§ What the task asks
Word for word, repeat each of the records below.

§ Provided records
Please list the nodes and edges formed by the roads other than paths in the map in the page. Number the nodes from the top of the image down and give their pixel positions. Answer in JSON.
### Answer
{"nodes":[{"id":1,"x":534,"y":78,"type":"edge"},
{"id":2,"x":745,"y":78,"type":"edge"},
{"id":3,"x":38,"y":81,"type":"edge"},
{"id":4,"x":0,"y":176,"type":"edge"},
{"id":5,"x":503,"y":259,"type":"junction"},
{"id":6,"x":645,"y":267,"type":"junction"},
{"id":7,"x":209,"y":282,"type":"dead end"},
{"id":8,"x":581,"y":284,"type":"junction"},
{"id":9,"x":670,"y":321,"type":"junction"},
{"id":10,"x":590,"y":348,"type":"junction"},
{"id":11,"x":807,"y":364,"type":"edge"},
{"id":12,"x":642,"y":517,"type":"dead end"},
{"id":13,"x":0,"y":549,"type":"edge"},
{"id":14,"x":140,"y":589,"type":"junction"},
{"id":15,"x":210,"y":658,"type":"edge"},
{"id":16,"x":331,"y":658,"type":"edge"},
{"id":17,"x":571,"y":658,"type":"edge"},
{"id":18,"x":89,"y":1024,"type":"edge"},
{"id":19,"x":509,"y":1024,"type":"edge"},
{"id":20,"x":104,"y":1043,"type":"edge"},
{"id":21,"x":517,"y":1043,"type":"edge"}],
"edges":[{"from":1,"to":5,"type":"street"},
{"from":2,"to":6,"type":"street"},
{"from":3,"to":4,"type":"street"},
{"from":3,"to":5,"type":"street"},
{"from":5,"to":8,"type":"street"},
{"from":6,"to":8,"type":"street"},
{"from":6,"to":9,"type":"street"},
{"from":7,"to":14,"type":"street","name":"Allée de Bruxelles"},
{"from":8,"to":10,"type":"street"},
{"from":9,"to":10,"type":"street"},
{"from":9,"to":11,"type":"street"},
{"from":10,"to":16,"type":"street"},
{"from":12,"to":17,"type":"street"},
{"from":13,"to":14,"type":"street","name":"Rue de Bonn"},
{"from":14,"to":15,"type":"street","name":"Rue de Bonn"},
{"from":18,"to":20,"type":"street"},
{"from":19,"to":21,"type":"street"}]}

§ Completed exercise
Please list the nodes and edges formed by the roads other than paths in the map in the page. Number the nodes from the top of the image down and give their pixel positions. Answer in JSON.
### Answer
{"nodes":[{"id":1,"x":534,"y":78,"type":"edge"},
{"id":2,"x":745,"y":78,"type":"edge"},
{"id":3,"x":38,"y":81,"type":"edge"},
{"id":4,"x":0,"y":176,"type":"edge"},
{"id":5,"x":503,"y":259,"type":"junction"},
{"id":6,"x":645,"y":267,"type":"junction"},
{"id":7,"x":209,"y":282,"type":"dead end"},
{"id":8,"x":581,"y":284,"type":"junction"},
{"id":9,"x":670,"y":321,"type":"junction"},
{"id":10,"x":590,"y":348,"type":"junction"},
{"id":11,"x":807,"y":364,"type":"edge"},
{"id":12,"x":642,"y":517,"type":"dead end"},
{"id":13,"x":0,"y":549,"type":"edge"},
{"id":14,"x":140,"y":589,"type":"junction"},
{"id":15,"x":210,"y":658,"type":"edge"},
{"id":16,"x":331,"y":658,"type":"edge"},
{"id":17,"x":571,"y":658,"type":"edge"},
{"id":18,"x":89,"y":1024,"type":"edge"},
{"id":19,"x":509,"y":1024,"type":"edge"},
{"id":20,"x":104,"y":1043,"type":"edge"},
{"id":21,"x":517,"y":1043,"type":"edge"}],
"edges":[{"from":1,"to":5,"type":"street"},
{"from":2,"to":6,"type":"street"},
{"from":3,"to":4,"type":"street"},
{"from":3,"to":5,"type":"street"},
{"from":5,"to":8,"type":"street"},
{"from":6,"to":8,"type":"street"},
{"from":6,"to":9,"type":"street"},
{"from":7,"to":14,"type":"street","name":"Allée de Bruxelles"},
{"from":8,"to":10,"type":"street"},
{"from":9,"to":10,"type":"street"},
{"from":9,"to":11,"type":"street"},
{"from":10,"to":16,"type":"street"},
{"from":12,"to":17,"type":"street"},
{"from":13,"to":14,"type":"street","name":"Rue de Bonn"},
{"from":14,"to":15,"type":"street","name":"Rue de Bonn"},
{"from":18,"to":20,"type":"street"},
{"from":19,"to":21,"type":"street"}]}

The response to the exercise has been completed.